The Navy is building a system of trucks that will fight drones with lasers, and they’re advertising them with all the thrill and excitement of a second-quarter earnings report. The “Ground-Based Air Defense Directed Energy On-the-Move” weapons program, or GBAD for short, puts a laser on the back of a Humvee (or other light vehicle) and puts sensors on a couple of other Humvees. Why is the sea-focused Navy looking for a ground-based laser? The Office of Naval Research also directs the research of weapon systems for the Marine Corps, who tend to do most of their fighting on land. With GBAD, when Marines drive into the battlefield, they can shoot down any cheap and hostile drones that may try to attack them.
On Tuesday, the Office of Naval Research released a new video about the GBAD system:
GBAD has been in the works for quite some time and is based on one of the more promising aspects of military lasers: While expensive to build, they are in theory much cheaper to use than other anti-air weapons. Lasers are especially cheaper than anti-air missiles, but they’re also cost-competitive in comparison to heavy machine gun anti-air turrets.
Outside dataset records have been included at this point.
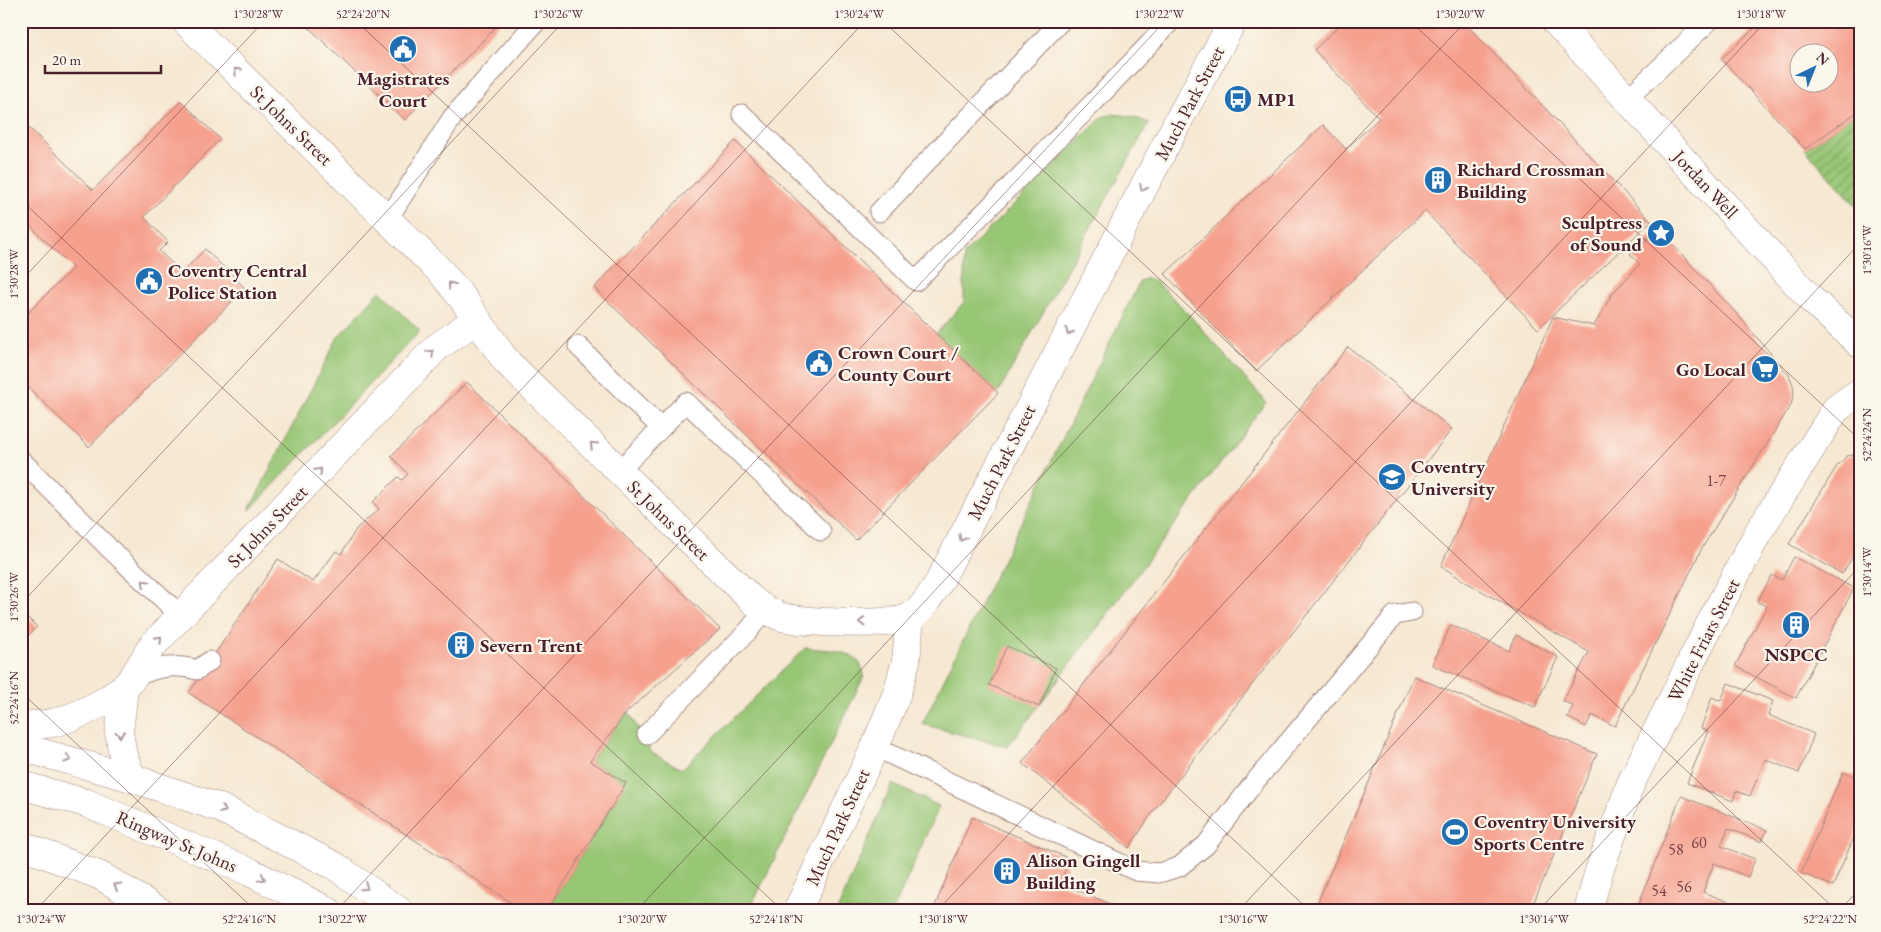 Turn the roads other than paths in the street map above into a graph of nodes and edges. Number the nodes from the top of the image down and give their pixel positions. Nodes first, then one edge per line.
1 (185, 21) edge
2 (537, 21) edge
3 (1061, 21) edge
4 (1171, 21) edge
5 (1233, 21) edge
6 (1555, 21) edge
7 (1709, 21) edge
8 (1627, 99) junction
9 (742, 114) dead end
10 (880, 212) dead end
11 (388, 219) junction
12 (477, 319) junction
13 (1860, 344) edge
14 (578, 346) dead end
15 (1860, 392) edge
16 (661, 428) junction
17 (21, 460) edge
18 (619, 471) junction
19 (821, 531) dead end
20 (765, 610) junction
21 (1412, 612) dead end
22 (181, 616) junction
23 (910, 617) junction
24 (210, 661) dead end
25 (127, 684) junction
26 (21, 726) edge
27 (647, 734) dead end
28 (21, 747) edge
29 (874, 747) junction
30 (132, 778) junction
31 (21, 785) edge
32 (21, 845) edge
33 (159, 911) edge
34 (328, 911) edge
35 (399, 911) edge
36 (797, 911) edge
37 (1588, 911) edge

11 -> 1 main road, St Johns Street
2 - 11 lane
3 - 10 lane
4 - 9 lane
5 -> 23 main road, Much Park Street
6 - 8 main road, Jordan Well
7 - 8 lane
8 - 13 main road, Jordan Well
12 -> 11 main road, St Johns Street
18 -> 12 main road, St Johns Street
22 -> 12 main road, St Johns Street
14 - 16 lane
15 - 37 main road, White Friars Street
16 - 18 lane
16 - 19 lane
22 -> 17 lane
18 - 20 main road, St Johns Street
23 -> 20 main road, St Johns Street
20 - 27 lane
21 - 29 lane
25 -> 22 main road, St Johns Street
23 - 29 main road, Much Park Street
24 - 25 lane
25 - 26 main road, St Johns Street
25 -> 30 main road, St Johns Street
28 -> 30 main road
29 - 36 main road, Much Park Street
30 -> 35 main road
31 -> 34 main road, Ringway St Johns
33 -> 32 main road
Already, a ship-board directed energy weapon has burned holes into target drones. Modern warships come with tremendous power on board, and the Navy’s futuristic Zumwalt Destroyer is expected to have 58 megawatts of power available for such weapons.
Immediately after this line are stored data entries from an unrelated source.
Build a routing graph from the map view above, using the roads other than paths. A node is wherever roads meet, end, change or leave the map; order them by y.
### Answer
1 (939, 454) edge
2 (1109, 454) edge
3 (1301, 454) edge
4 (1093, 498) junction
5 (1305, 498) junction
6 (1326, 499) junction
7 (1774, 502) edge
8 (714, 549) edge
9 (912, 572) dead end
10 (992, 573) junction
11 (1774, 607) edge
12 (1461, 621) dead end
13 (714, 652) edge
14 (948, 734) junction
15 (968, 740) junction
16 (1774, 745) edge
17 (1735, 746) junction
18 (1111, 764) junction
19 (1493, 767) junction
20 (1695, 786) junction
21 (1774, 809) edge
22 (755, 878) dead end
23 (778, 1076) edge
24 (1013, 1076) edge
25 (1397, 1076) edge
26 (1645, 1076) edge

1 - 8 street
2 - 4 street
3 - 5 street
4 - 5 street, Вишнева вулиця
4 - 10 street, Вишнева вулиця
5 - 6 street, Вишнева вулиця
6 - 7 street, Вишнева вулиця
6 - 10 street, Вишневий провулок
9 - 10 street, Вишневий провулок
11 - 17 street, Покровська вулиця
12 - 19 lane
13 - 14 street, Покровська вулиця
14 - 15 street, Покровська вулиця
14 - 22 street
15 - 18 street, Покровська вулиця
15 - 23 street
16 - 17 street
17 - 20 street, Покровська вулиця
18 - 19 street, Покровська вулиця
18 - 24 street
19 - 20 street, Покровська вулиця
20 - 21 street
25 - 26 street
Moving ground systems are trickier, because the power requirement for lasers is so intense. The laser on the USS Ponce is 30 kilowatts, but the Navy plans on ship-borne lasers as powerful as 100 to 150 kilowatts. For tests in December 2013, the U.S. Army’s HEL-MD laser system used a truck a lot larger than a Humvee, and it only carried a 10-kilowatt weapon.
According to the video from ONR, their Humvee-mounted system will use the same type of 30-kilowatt laser mounted on the Ponce. To support that, there will be two other nearby vehicles. One of those vehicles will have a 360-degree radar to detect targets, and the other will have a laser command center, so that even as the autonomous targeting software of the laser selects targets, there is always a human in charge of the process.
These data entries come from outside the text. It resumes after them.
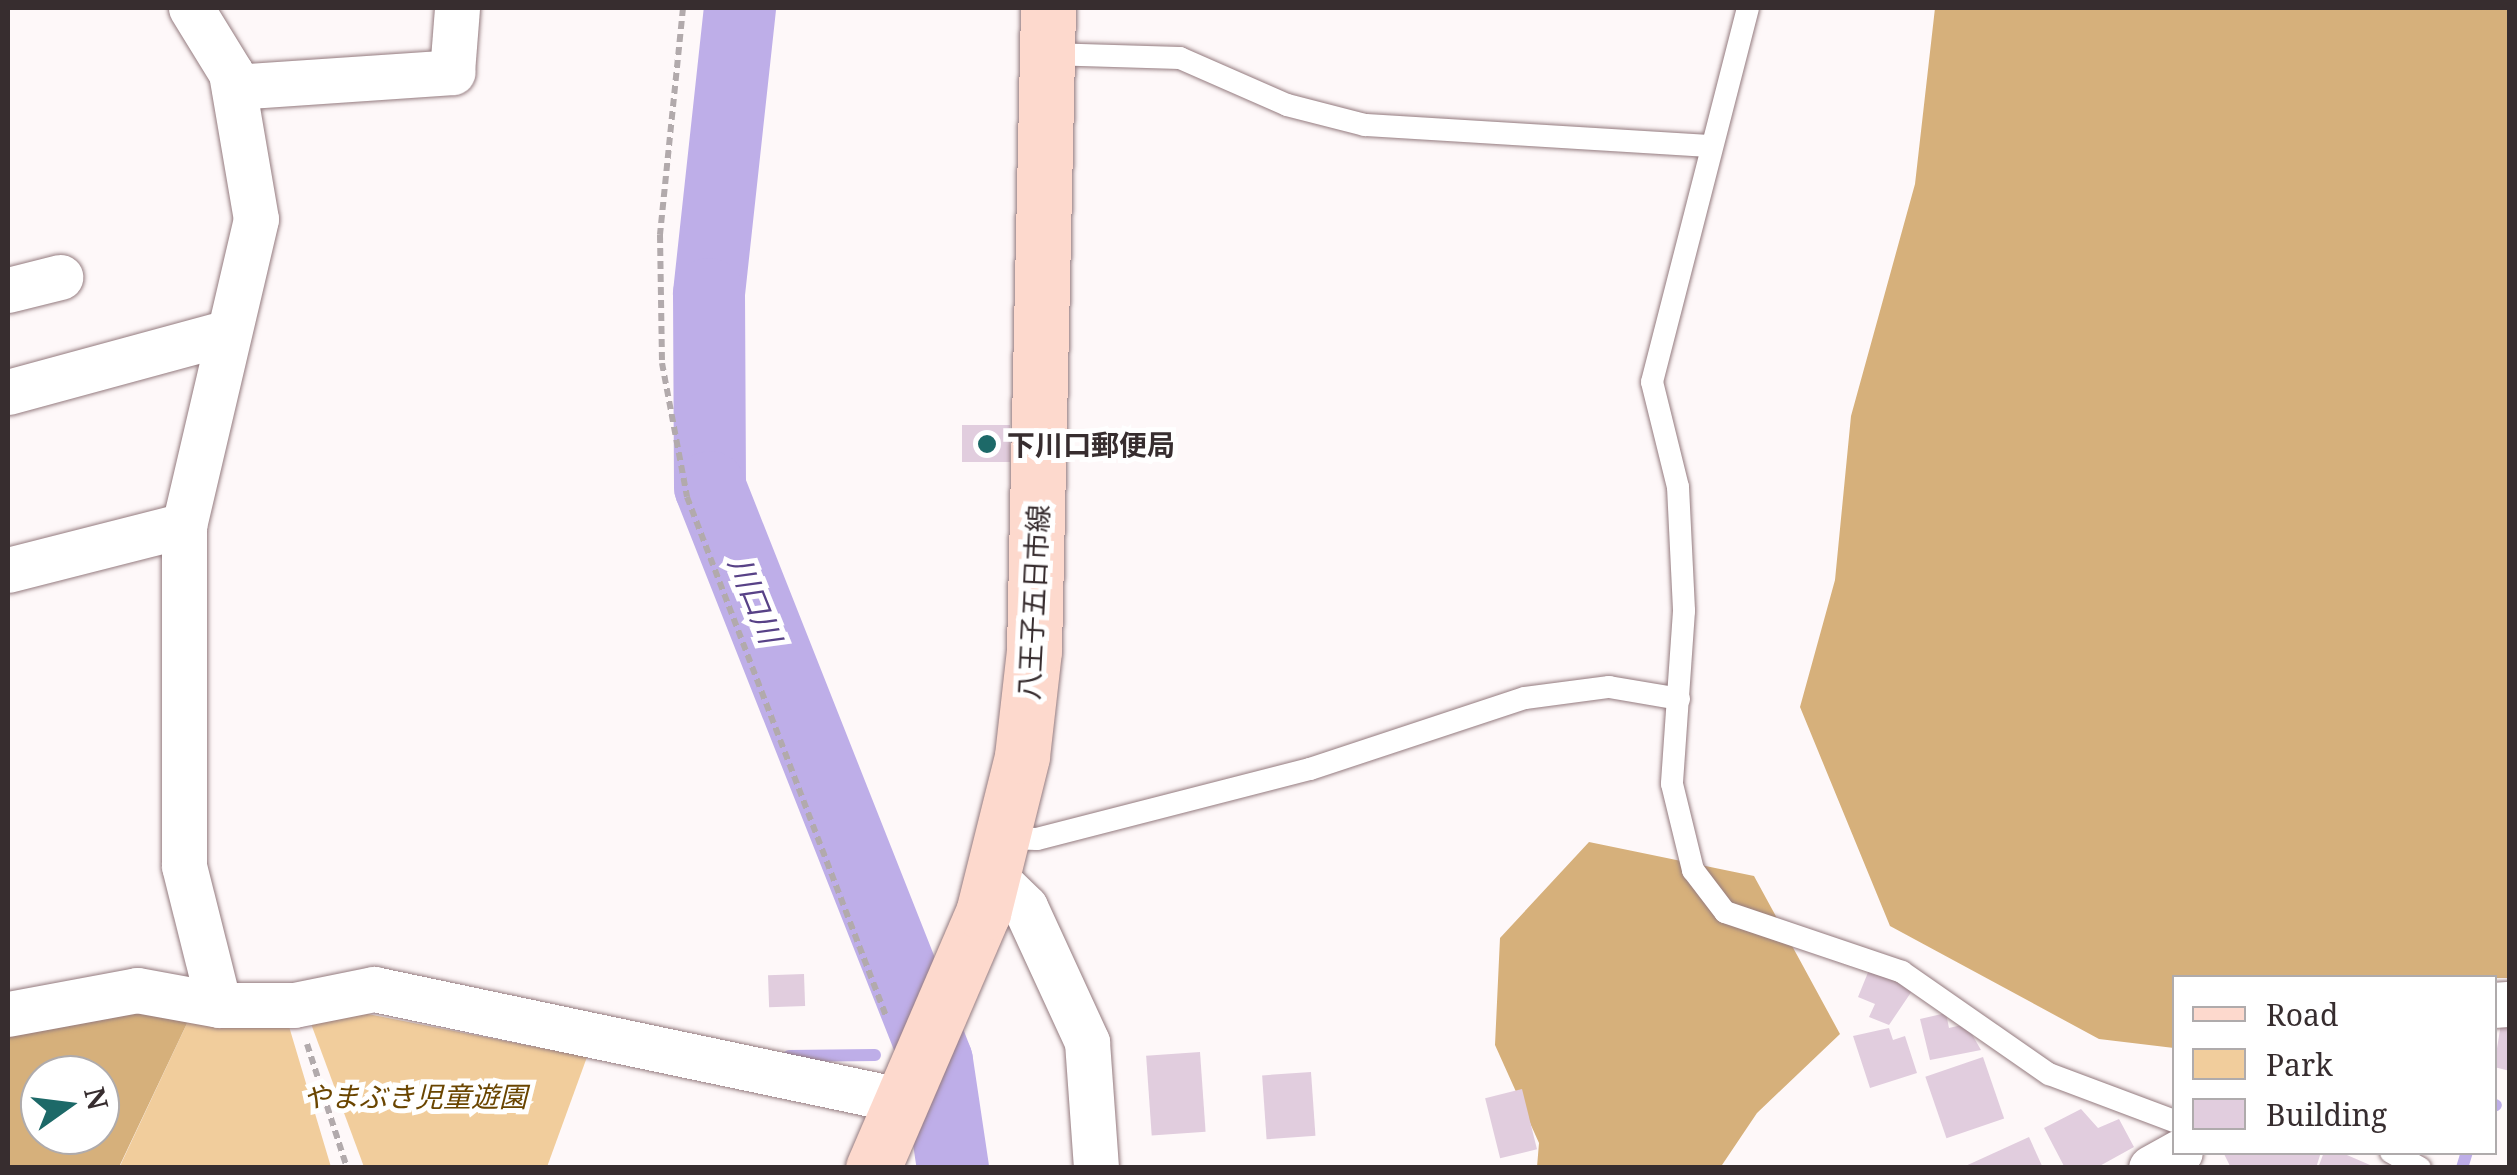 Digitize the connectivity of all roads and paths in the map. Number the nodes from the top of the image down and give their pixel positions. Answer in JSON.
{"nodes":[{"id":1,"x":191,"y":8,"type":"edge"},
{"id":2,"x":457,"y":8,"type":"edge"},
{"id":3,"x":684,"y":8,"type":"edge"},
{"id":4,"x":1748,"y":8,"type":"edge"},
{"id":5,"x":1048,"y":31,"type":"edge"},
{"id":6,"x":234,"y":87,"type":"junction"},
{"id":7,"x":1710,"y":146,"type":"junction"},
{"id":8,"x":60,"y":277,"type":"dead end"},
{"id":9,"x":8,"y":290,"type":"edge"},
{"id":10,"x":222,"y":334,"type":"junction"},
{"id":11,"x":8,"y":392,"type":"edge"},
{"id":12,"x":184,"y":525,"type":"junction"},
{"id":13,"x":8,"y":570,"type":"edge"},
{"id":14,"x":1679,"y":699,"type":"junction"},
{"id":15,"x":994,"y":876,"type":"junction"},
{"id":16,"x":219,"y":1005,"type":"junction"},
{"id":17,"x":294,"y":1005,"type":"junction"},
{"id":18,"x":8,"y":1014,"type":"edge"},
{"id":19,"x":888,"y":1030,"type":"dead end"},
{"id":20,"x":900,"y":1100,"type":"junction"},
{"id":21,"x":2172,"y":1120,"type":"edge"},
{"id":22,"x":2175,"y":1155,"type":"edge"},
{"id":23,"x":2396,"y":1155,"type":"edge"},
{"id":24,"x":346,"y":1168,"type":"edge"},
{"id":25,"x":872,"y":1168,"type":"edge"},
{"id":26,"x":1096,"y":1168,"type":"edge"},
{"id":27,"x":2151,"y":1168,"type":"edge"},
{"id":28,"x":2420,"y":1168,"type":"edge"}],
"edges":[{"from":1,"to":6,"type":"street"},
{"from":2,"to":6,"type":"street"},
{"from":3,"to":19,"type":"path"},
{"from":4,"to":7,"type":"lane"},
{"from":5,"to":7,"type":"lane"},
{"from":5,"to":15,"type":"main road","name":"八王子五日市線"},
{"from":6,"to":10,"type":"street"},
{"from":7,"to":14,"type":"lane"},
{"from":8,"to":9,"type":"street"},
{"from":10,"to":11,"type":"street"},
{"from":10,"to":12,"type":"street"},
{"from":12,"to":13,"type":"street"},
{"from":12,"to":16,"type":"street"},
{"from":14,"to":15,"type":"lane"},
{"from":14,"to":21,"type":"lane"},
{"from":15,"to":20,"type":"main road","name":"八王子五日市線"},
{"from":15,"to":26,"type":"street"},
{"from":16,"to":17,"type":"street"},
{"from":16,"to":18,"type":"street"},
{"from":17,"to":20,"type":"street"},
{"from":17,"to":24,"type":"path"},
{"from":20,"to":25,"type":"main road","name":"八王子五日市線"},
{"from":22,"to":27,"type":"street"},
{"from":23,"to":28,"type":"lane"}]}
The Navy plans a “completely stationary end-to-end engagement” for the end of this year, which likely means a parked truck hitting a target with the laser. In fiscal year 2016, the Office of Naval Research plans to “demonstrate an at-the-halt single engagement, with mobile cueing / tracking.” That’s finding and hitting multiple targets while on the move. In 2017, the goal is to show that system can fight drones, move, and fight off another drone attack. If the system works as planned, future Marines will be able to shoot down enemy scout drones quickly, blinding the robot eyes of whoever wishes them harm.